■ REQUIRED WORK
The entries below are to be repeated exactly as they stand.

"""

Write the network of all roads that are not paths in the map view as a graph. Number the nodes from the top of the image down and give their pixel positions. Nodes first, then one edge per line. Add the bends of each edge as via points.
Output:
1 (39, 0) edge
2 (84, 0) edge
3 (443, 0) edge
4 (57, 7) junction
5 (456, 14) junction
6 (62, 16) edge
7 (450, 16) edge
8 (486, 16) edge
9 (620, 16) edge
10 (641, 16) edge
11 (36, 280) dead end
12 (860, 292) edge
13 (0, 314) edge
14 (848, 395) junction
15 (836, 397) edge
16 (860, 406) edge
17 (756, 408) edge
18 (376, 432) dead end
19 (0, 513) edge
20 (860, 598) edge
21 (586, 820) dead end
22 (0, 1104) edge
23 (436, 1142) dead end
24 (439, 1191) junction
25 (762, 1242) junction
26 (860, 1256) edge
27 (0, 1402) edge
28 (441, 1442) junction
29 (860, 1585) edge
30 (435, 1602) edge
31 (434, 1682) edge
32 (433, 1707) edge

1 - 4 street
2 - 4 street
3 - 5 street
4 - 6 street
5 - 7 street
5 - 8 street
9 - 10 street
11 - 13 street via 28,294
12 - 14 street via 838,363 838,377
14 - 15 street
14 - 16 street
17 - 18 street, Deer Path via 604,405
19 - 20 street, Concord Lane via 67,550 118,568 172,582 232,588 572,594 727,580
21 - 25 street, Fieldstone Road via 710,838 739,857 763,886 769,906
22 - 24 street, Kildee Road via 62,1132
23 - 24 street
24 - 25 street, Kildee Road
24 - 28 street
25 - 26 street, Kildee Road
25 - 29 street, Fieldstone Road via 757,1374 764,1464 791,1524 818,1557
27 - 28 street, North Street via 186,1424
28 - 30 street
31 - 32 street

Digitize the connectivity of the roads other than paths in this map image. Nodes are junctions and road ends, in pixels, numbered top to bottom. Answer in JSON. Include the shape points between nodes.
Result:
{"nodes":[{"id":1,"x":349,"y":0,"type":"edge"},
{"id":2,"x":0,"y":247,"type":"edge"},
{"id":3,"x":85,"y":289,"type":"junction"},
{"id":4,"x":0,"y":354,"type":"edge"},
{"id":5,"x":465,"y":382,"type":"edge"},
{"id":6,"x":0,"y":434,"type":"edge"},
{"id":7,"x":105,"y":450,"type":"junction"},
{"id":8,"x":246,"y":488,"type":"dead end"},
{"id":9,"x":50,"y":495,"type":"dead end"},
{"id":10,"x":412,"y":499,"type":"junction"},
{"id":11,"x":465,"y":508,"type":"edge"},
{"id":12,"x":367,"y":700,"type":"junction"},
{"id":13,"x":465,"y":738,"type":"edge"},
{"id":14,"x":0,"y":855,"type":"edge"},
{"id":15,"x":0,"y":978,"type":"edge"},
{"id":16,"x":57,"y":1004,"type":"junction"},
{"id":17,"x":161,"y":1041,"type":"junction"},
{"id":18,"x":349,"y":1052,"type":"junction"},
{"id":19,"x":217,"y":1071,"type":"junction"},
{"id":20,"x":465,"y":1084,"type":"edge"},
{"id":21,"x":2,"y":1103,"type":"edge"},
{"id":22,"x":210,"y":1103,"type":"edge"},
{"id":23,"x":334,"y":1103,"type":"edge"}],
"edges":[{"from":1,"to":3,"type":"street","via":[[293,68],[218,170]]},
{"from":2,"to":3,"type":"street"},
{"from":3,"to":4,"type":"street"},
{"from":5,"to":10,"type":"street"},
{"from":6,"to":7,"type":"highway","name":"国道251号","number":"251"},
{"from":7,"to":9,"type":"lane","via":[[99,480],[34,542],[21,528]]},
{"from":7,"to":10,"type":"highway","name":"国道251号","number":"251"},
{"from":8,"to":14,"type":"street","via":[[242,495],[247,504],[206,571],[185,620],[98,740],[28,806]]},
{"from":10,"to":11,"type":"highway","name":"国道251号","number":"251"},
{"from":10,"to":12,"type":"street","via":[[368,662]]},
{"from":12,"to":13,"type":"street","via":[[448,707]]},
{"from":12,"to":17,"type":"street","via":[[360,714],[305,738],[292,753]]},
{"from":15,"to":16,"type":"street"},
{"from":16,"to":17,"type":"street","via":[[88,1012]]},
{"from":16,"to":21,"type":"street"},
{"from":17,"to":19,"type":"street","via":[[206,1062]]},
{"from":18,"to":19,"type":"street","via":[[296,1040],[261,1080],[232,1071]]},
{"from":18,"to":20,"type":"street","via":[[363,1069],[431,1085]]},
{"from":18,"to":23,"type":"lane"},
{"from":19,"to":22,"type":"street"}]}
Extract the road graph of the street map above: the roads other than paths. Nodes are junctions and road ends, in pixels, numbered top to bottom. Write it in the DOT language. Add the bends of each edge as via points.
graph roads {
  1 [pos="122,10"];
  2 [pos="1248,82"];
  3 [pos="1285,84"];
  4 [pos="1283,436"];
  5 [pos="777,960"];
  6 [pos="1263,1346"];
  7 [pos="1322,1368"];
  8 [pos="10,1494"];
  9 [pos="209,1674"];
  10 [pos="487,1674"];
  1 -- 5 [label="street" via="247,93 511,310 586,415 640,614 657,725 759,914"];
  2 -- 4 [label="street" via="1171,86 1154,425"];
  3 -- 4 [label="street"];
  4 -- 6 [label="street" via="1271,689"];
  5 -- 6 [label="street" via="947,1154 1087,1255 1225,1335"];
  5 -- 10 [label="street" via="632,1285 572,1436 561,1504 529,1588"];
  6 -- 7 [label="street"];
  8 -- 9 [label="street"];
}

"""

■ ANSWER SECTION
Write the network of all roads that are not paths in the map view as a graph. Number the nodes from the top of the image down and give their pixel positions. Nodes first, then one edge per line. Add the bends of each edge as via points.
Output:
1 (39, 0) edge
2 (84, 0) edge
3 (443, 0) edge
4 (57, 7) junction
5 (456, 14) junction
6 (62, 16) edge
7 (450, 16) edge
8 (486, 16) edge
9 (620, 16) edge
10 (641, 16) edge
11 (36, 280) dead end
12 (860, 292) edge
13 (0, 314) edge
14 (848, 395) junction
15 (836, 397) edge
16 (860, 406) edge
17 (756, 408) edge
18 (376, 432) dead end
19 (0, 513) edge
20 (860, 598) edge
21 (586, 820) dead end
22 (0, 1104) edge
23 (436, 1142) dead end
24 (439, 1191) junction
25 (762, 1242) junction
26 (860, 1256) edge
27 (0, 1402) edge
28 (441, 1442) junction
29 (860, 1585) edge
30 (435, 1602) edge
31 (434, 1682) edge
32 (433, 1707) edge

1 - 4 street
2 - 4 street
3 - 5 street
4 - 6 street
5 - 7 street
5 - 8 street
9 - 10 street
11 - 13 street via 28,294
12 - 14 street via 838,363 838,377
14 - 15 street
14 - 16 street
17 - 18 street, Deer Path via 604,405
19 - 20 street, Concord Lane via 67,550 118,568 172,582 232,588 572,594 727,580
21 - 25 street, Fieldstone Road via 710,838 739,857 763,886 769,906
22 - 24 street, Kildee Road via 62,1132
23 - 24 street
24 - 25 street, Kildee Road
24 - 28 street
25 - 26 street, Kildee Road
25 - 29 street, Fieldstone Road via 757,1374 764,1464 791,1524 818,1557
27 - 28 street, North Street via 186,1424
28 - 30 street
31 - 32 street

Digitize the connectivity of the roads other than paths in this map image. Nodes are junctions and road ends, in pixels, numbered top to bottom. Answer in JSON. Include the shape points between nodes.
Result:
{"nodes":[{"id":1,"x":349,"y":0,"type":"edge"},
{"id":2,"x":0,"y":247,"type":"edge"},
{"id":3,"x":85,"y":289,"type":"junction"},
{"id":4,"x":0,"y":354,"type":"edge"},
{"id":5,"x":465,"y":382,"type":"edge"},
{"id":6,"x":0,"y":434,"type":"edge"},
{"id":7,"x":105,"y":450,"type":"junction"},
{"id":8,"x":246,"y":488,"type":"dead end"},
{"id":9,"x":50,"y":495,"type":"dead end"},
{"id":10,"x":412,"y":499,"type":"junction"},
{"id":11,"x":465,"y":508,"type":"edge"},
{"id":12,"x":367,"y":700,"type":"junction"},
{"id":13,"x":465,"y":738,"type":"edge"},
{"id":14,"x":0,"y":855,"type":"edge"},
{"id":15,"x":0,"y":978,"type":"edge"},
{"id":16,"x":57,"y":1004,"type":"junction"},
{"id":17,"x":161,"y":1041,"type":"junction"},
{"id":18,"x":349,"y":1052,"type":"junction"},
{"id":19,"x":217,"y":1071,"type":"junction"},
{"id":20,"x":465,"y":1084,"type":"edge"},
{"id":21,"x":2,"y":1103,"type":"edge"},
{"id":22,"x":210,"y":1103,"type":"edge"},
{"id":23,"x":334,"y":1103,"type":"edge"}],
"edges":[{"from":1,"to":3,"type":"street","via":[[293,68],[218,170]]},
{"from":2,"to":3,"type":"street"},
{"from":3,"to":4,"type":"street"},
{"from":5,"to":10,"type":"street"},
{"from":6,"to":7,"type":"highway","name":"国道251号","number":"251"},
{"from":7,"to":9,"type":"lane","via":[[99,480],[34,542],[21,528]]},
{"from":7,"to":10,"type":"highway","name":"国道251号","number":"251"},
{"from":8,"to":14,"type":"street","via":[[242,495],[247,504],[206,571],[185,620],[98,740],[28,806]]},
{"from":10,"to":11,"type":"highway","name":"国道251号","number":"251"},
{"from":10,"to":12,"type":"street","via":[[368,662]]},
{"from":12,"to":13,"type":"street","via":[[448,707]]},
{"from":12,"to":17,"type":"street","via":[[360,714],[305,738],[292,753]]},
{"from":15,"to":16,"type":"street"},
{"from":16,"to":17,"type":"street","via":[[88,1012]]},
{"from":16,"to":21,"type":"street"},
{"from":17,"to":19,"type":"street","via":[[206,1062]]},
{"from":18,"to":19,"type":"street","via":[[296,1040],[261,1080],[232,1071]]},
{"from":18,"to":20,"type":"street","via":[[363,1069],[431,1085]]},
{"from":18,"to":23,"type":"lane"},
{"from":19,"to":22,"type":"street"}]}
Extract the road graph of the street map above: the roads other than paths. Nodes are junctions and road ends, in pixels, numbered top to bottom. Write it in the DOT language. Add the bends of each edge as via points.
graph roads {
  1 [pos="122,10"];
  2 [pos="1248,82"];
  3 [pos="1285,84"];
  4 [pos="1283,436"];
  5 [pos="777,960"];
  6 [pos="1263,1346"];
  7 [pos="1322,1368"];
  8 [pos="10,1494"];
  9 [pos="209,1674"];
  10 [pos="487,1674"];
  1 -- 5 [label="street" via="247,93 511,310 586,415 640,614 657,725 759,914"];
  2 -- 4 [label="street" via="1171,86 1154,425"];
  3 -- 4 [label="street"];
  4 -- 6 [label="street" via="1271,689"];
  5 -- 6 [label="street" via="947,1154 1087,1255 1225,1335"];
  5 -- 10 [label="street" via="632,1285 572,1436 561,1504 529,1588"];
  6 -- 7 [label="street"];
  8 -- 9 [label="street"];
}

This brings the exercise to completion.